John Deere has unveiled its long-awaited 8030 series tractors.
The machines – which will not be officially launched until the Agritechnica event later this year – will replace the current 8020 series.
As with the 8020 series, there will be five wheeled models, but only three tracked versions.
In appearance the new 8030 series machines are pretty similar to the units they replace. Extra cab roof lights and some aesthetic alterations around the bonnet are the most noticeable changes.
It is under the bonnet where the most significant technological changes are found. The 8030 series units are to be powered by new tier three-compliant John Deere 9.0 litre PowerTech engines.
Tier three effectively means a 40% reduction in engine emissions over the old tier two standard.
To achieve tier three requirements Deere has made significant changes to the tractors’ cooling package with the introduction of EGR (Exhaust Gas Recirculation) technology.
EGR technology is where the exhaust manifold and engine air intake are connected via a valve. Up to 10% of exhaust gas is passed through the valve, cooled and re-circulated into the combustion cycle, reducing the amount of nitrous oxide in the final exhaust gases.
Deere says that the new engines run about 10C cooler that the old tier two PowerTech engines. Much of this is due to EGR, but the temperature difference is mostly attributed to a revised cooling package.
The radiator on the tier three engines is double the size of that on the older tier two engines, while the air flow is now directed away from the engine through vents on the top and sides of the bonnet.
Deere says the engine fan features a variable drive that allows stepless variation of the fan speed according to the cooling requirements irrespective of engine rpm.

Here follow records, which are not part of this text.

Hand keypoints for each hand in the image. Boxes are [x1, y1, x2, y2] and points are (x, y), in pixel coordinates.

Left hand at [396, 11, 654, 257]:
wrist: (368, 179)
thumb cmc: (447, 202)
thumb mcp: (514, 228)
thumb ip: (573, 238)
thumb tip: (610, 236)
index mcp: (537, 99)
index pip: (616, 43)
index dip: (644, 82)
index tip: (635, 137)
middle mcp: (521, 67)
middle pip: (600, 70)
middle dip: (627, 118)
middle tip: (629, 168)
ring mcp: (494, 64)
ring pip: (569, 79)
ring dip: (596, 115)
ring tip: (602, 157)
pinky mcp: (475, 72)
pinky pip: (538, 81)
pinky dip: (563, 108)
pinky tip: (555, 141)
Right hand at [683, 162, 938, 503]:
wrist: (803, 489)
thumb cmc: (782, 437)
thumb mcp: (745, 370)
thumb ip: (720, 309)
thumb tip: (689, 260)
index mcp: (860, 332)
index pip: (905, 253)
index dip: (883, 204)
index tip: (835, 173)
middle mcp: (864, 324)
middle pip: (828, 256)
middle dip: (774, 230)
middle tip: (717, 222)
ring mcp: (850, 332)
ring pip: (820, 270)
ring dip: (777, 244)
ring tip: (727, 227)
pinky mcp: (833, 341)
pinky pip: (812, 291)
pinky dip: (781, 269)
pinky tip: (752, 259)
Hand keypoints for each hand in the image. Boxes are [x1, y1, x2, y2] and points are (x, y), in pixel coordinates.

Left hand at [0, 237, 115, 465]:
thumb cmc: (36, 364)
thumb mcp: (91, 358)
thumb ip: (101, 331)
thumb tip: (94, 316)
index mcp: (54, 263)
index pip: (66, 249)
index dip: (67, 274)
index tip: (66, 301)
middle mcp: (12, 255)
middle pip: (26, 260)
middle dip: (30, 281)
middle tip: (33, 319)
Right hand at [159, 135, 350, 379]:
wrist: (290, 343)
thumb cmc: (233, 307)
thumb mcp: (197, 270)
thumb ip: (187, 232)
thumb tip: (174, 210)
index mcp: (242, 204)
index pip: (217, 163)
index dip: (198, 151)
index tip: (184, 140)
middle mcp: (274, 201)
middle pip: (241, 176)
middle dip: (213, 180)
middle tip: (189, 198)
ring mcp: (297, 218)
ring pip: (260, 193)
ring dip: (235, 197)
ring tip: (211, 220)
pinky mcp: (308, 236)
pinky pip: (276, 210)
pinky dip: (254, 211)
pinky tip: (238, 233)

A new turbo system – using technology from the automotive industry – is intended to increase torque at low engine speeds.

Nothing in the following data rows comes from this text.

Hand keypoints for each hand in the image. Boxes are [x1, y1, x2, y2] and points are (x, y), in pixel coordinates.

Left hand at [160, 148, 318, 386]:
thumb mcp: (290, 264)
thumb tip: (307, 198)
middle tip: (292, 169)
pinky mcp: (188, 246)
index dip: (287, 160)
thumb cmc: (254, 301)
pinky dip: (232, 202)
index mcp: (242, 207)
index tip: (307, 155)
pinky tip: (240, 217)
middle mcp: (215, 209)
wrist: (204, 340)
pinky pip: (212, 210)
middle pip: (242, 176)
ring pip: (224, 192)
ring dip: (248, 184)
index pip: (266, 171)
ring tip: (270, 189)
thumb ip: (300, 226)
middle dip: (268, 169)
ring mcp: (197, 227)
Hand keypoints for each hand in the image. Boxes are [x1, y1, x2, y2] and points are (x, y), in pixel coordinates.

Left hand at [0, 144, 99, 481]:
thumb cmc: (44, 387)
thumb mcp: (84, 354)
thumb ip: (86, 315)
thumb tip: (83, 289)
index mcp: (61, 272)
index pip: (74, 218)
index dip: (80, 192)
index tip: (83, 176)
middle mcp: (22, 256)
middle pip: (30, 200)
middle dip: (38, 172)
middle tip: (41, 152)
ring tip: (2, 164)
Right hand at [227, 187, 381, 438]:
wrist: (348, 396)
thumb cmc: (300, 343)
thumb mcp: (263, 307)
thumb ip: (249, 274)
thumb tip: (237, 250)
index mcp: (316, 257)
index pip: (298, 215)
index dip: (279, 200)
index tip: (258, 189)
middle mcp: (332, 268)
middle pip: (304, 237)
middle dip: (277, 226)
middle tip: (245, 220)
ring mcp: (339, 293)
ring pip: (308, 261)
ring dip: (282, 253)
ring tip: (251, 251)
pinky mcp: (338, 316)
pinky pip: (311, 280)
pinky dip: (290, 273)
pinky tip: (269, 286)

The turbo – dubbed variable geometry – uses adjustable airflow vanes to allow optimum air intake depending on engine rpm, generating more torque at lower engine speeds and providing a quicker response to loads, says Deere.
Transmission options are either Deere’s AutoPowr IVT (infinitely variable transmission) or a 16 forward, five reverse APS (automatic power-shift) transmission.
The tracked units are only available with the APS transmission, while the 8530 is fitted with the AutoPowr box as standard. The remaining wheeled units are available with either transmission.
Top speed for both transmission options is 42kmh, although Deere says a 50kmh AutoPowr box will be available in 2006.